Growing Up Dominican

Hello, hello!
This is the first of a SERIES! Yay! So stay tuned 😉
If you haven’t clicked on over to the “About Me” section of my blog, then you may have missed that I am half Dominican! My dad immigrated to the United States when he was only 18 and never looked back. I like to think through him I have a strong connection to the Dominican people and its beautiful culture. Growing up in a Dominican influenced household held a lot of different traditions compared to the average American household. So there were tons of things that I thought were “normal” but found out the hard way that they were NOT. On top of that, I realized I hadn’t done many of the actual normal things. For example:

  • I never tried a s’more until I was well into my 20’s.
  • Breakfast ALWAYS included rice and beans (Actually that was EVERY meal).
  • You do NOT in fact vigorously hug and kiss both cheeks of a person you are meeting for the first time (They never spoke to me again).
  • Loud salsa, merengue, and especially bachata music during all hours in the home.
  • Evidently, not all weddings are wild multiple day occasions. (Still bummed about that one)
  • Flip-flops were never called “flip-flops”; the term you are looking for is “chanclas”.
  • I still have not tried french toast.
  • Family is #1. You have no other priorities. (No, really. None.)
  • Oregano is in everything and it IS everything.
  • We can all cook. Very well. (At least in my family??)
  • Coquito at EVERY Thanksgiving and Christmas gathering. (Will link a recipe for you to try this life-altering drink. If you’re of age that is!)
  • Every family reunion turned into a massive dance party (Noticing a theme?).
  • Pointing to literally everything with your chin.
  • We have the ability to recognize another Dominican from 7,900 miles away. No joke. (AND we hug each other vigorously!)
  • My dad still looks like he is 30…I won’t say how old he is, but it is WAY over 30. He hasn’t aged. Seriously concerned he is an alien. This is normal. Help.

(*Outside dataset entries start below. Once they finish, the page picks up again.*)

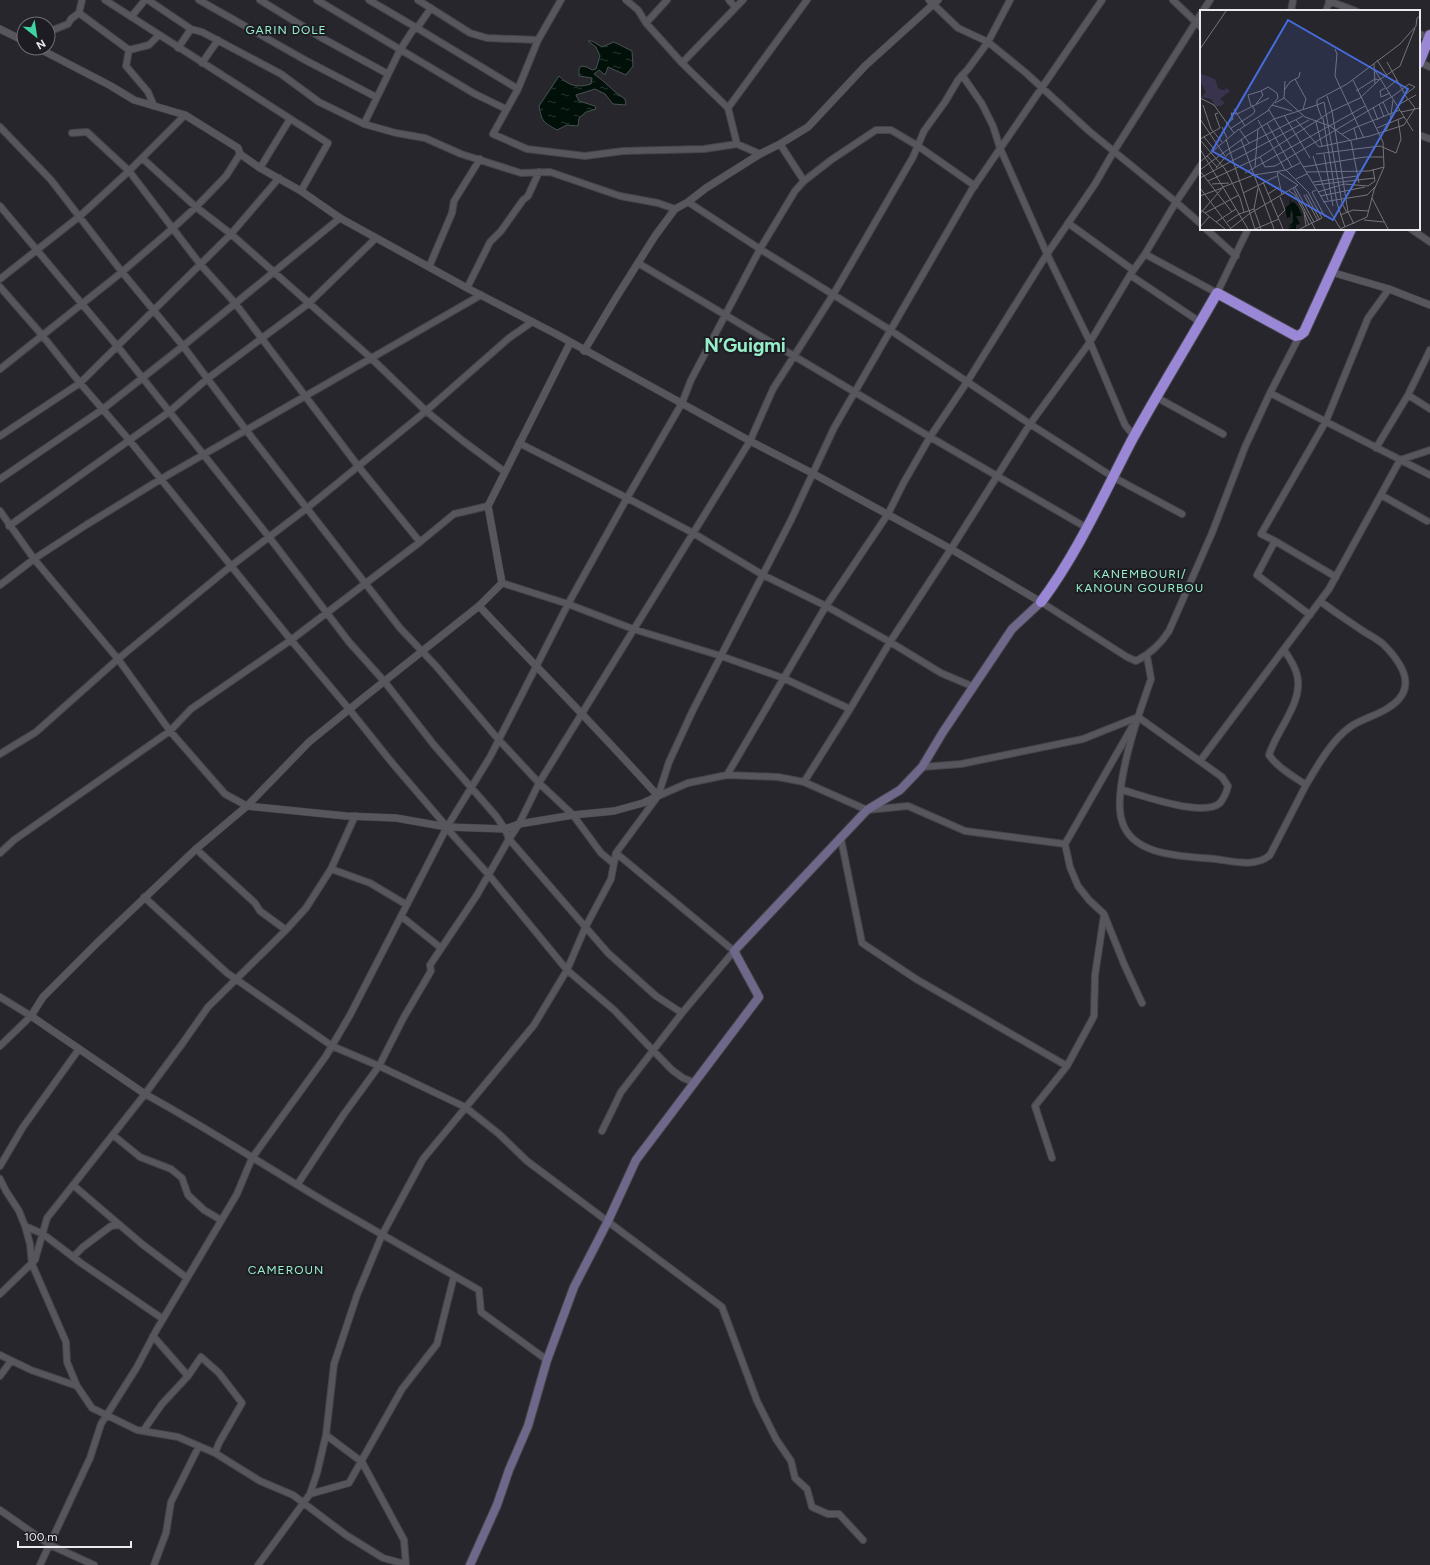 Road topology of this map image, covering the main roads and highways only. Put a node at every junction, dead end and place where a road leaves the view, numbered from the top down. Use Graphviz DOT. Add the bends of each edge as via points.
graph roads {
  1 [pos="1426,35"];
  2 [pos="1420,58"];
  3 [pos="1351,230"];
  4 [pos="1041,602"];
  5 [pos="470,1565"];
  1 -- 2 [label="highway"];
  3 -- 4 [label="highway" via="1304,332 1300,335 1296,336 1217,292 1134,436 1066,565"];
  4 -- 5 [label="main road" via="1012,629 922,767 900,790 868,810 734,951 759,997 636,1160 574,1287 547,1360 528,1426"];
} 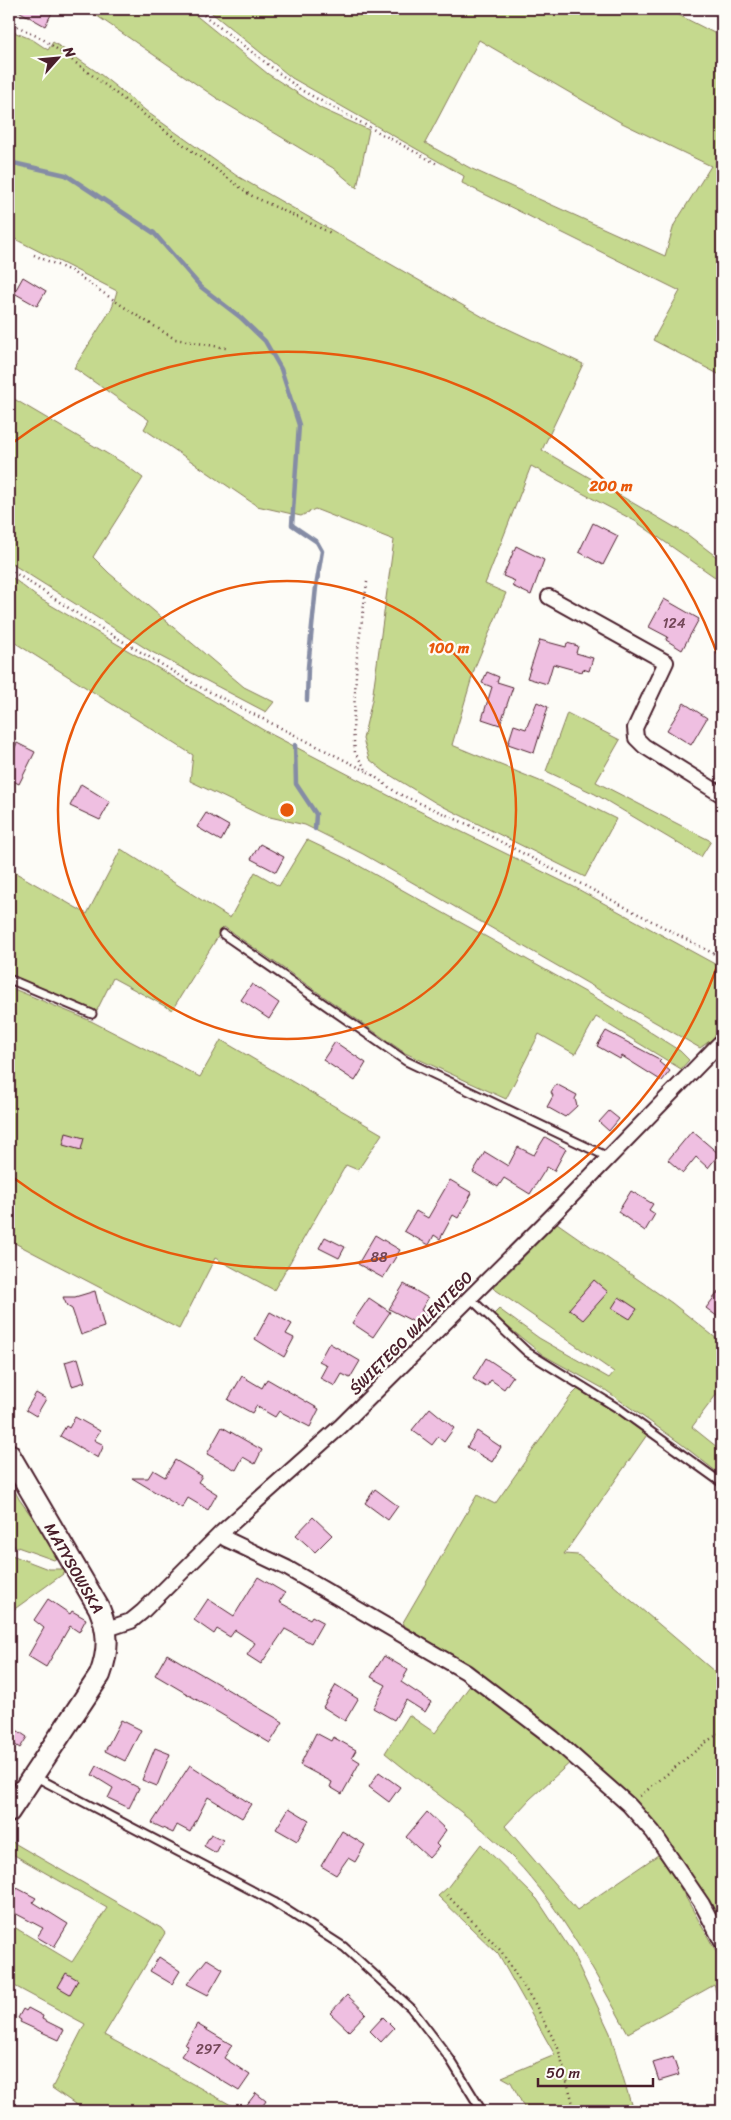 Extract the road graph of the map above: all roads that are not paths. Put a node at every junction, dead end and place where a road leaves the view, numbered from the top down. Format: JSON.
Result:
{"nodes":[{"id":1,"x":549,"y":597,"type":"dead end"},
{"id":2,"x":722,"y":795,"type":"edge"},
{"id":3,"x":223,"y":934,"type":"dead end"},
{"id":4,"x":9,"y":978,"type":"edge"},
{"id":5,"x":92,"y":1014,"type":"dead end"},
{"id":6,"x":720,"y":1045,"type":"edge"},
{"id":7,"x":608,"y":1157,"type":"junction"},
{"id":8,"x":470,"y":1298,"type":"junction"},
{"id":9,"x":9,"y":1454,"type":"edge"},
{"id":10,"x":722,"y":1483,"type":"edge"},
{"id":11,"x":221,"y":1533,"type":"junction"},
{"id":12,"x":107,"y":1629,"type":"junction"},
{"id":13,"x":34,"y":1776,"type":"junction"},
{"id":14,"x":9,"y":1812,"type":"edge"},
{"id":15,"x":722,"y":1942,"type":"edge"},
{"id":16,"x":482,"y":2111,"type":"edge"}],
"edges":[{"from":1,"to":2,"type":"street"},
{"from":3,"to":7,"type":"lane"},
{"from":4,"to":5,"type":"lane"},
{"from":6,"to":7,"type":"street","name":"ŚWIĘTEGO WALENTEGO"},
{"from":7,"to":8,"type":"street","name":"ŚWIĘTEGO WALENTEGO"},
{"from":8,"to":10,"type":"lane"},
{"from":8,"to":11,"type":"street","name":"ŚWIĘTEGO WALENTEGO"},
{"from":9,"to":12,"type":"street","name":"MATYSOWSKA"},
{"from":11,"to":12,"type":"street","name":"ŚWIĘTEGO WALENTEGO"},
{"from":11,"to":15,"type":"street"},
{"from":12,"to":13,"type":"street","name":"MATYSOWSKA"},
{"from":13,"to":14,"type":"street","name":"MATYSOWSKA"},
{"from":13,"to":16,"type":"lane"}]}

You get the idea. We’re insane, love loud music, dancing, and being very over the top in the best way possible! We know how to have a good time. Growing up in this environment taught me to be a MAJOR extrovert and really embrace life passionately.
I grew up in Paterson, NJ in an amazingly awesome neighborhood. It is sadly rundown, and I wouldn’t advise going there now, but man. It was awesome. We had an adorable tiny house, where I, like Mr. Harry Potter himself, slept in a closet! (Don’t worry, it was a HUGE closet and I loved it!) I was born in 1993, (90’s baby, yeah!!!) so everyone was still friendly and helpful with no suspicions or stigmas attached. It was such a diverse place! So many different peoples, religions, and traditions. I could safely ride my bike throughout the entire neighborhood (and into a brick wall, a story for another time) with no fears of being snatched up or anything like that. I was lucky enough to live only a couple blocks away from two great buddies of mine (S/O to Samantha and Stephen! Love you both!) and we would do the dumbest things together! It was fabulous. Oh, how I wish I could raise my future children in that same environment! It was so peaceful, and simple. Safe and nurturing. Growing up there, I never noticed skin color or any other racial differences. People were people, and that was all that mattered.
One lesson my dad always taught me (by this I mean at least a minimum of twice a week) that a smile was the best greeting and to “always walk with your head held high”! Be proud of who you are and where you come from. I carry those words with me daily, and boy are they ever relevant today. No matter where you’re from, be PROUD! You are bringing something to this wonderful melting pot of a nation! You are bringing you and your super cool/ new traditions and culture! Always walk with your head held high and smile. You are amazing and I would so love to hear each and every one of your stories.
While all this is coming from the blissful memories of a 4 to 5 year old girl, the principle still remains: People are people. No one is lesser or greater, and the diversity in this nation is a beautiful sight to behold. I think more people need to remember that everyone has a story worth sharing and to be proud of their own stories. Those are a few lessons I learned growing up Dominican. We are a community. Everyone matters. When it comes down to it, we are all the same. Love people (hug them vigorously if you feel so led), and respect them. It’s what people will remember about you: if you love them, and respect them.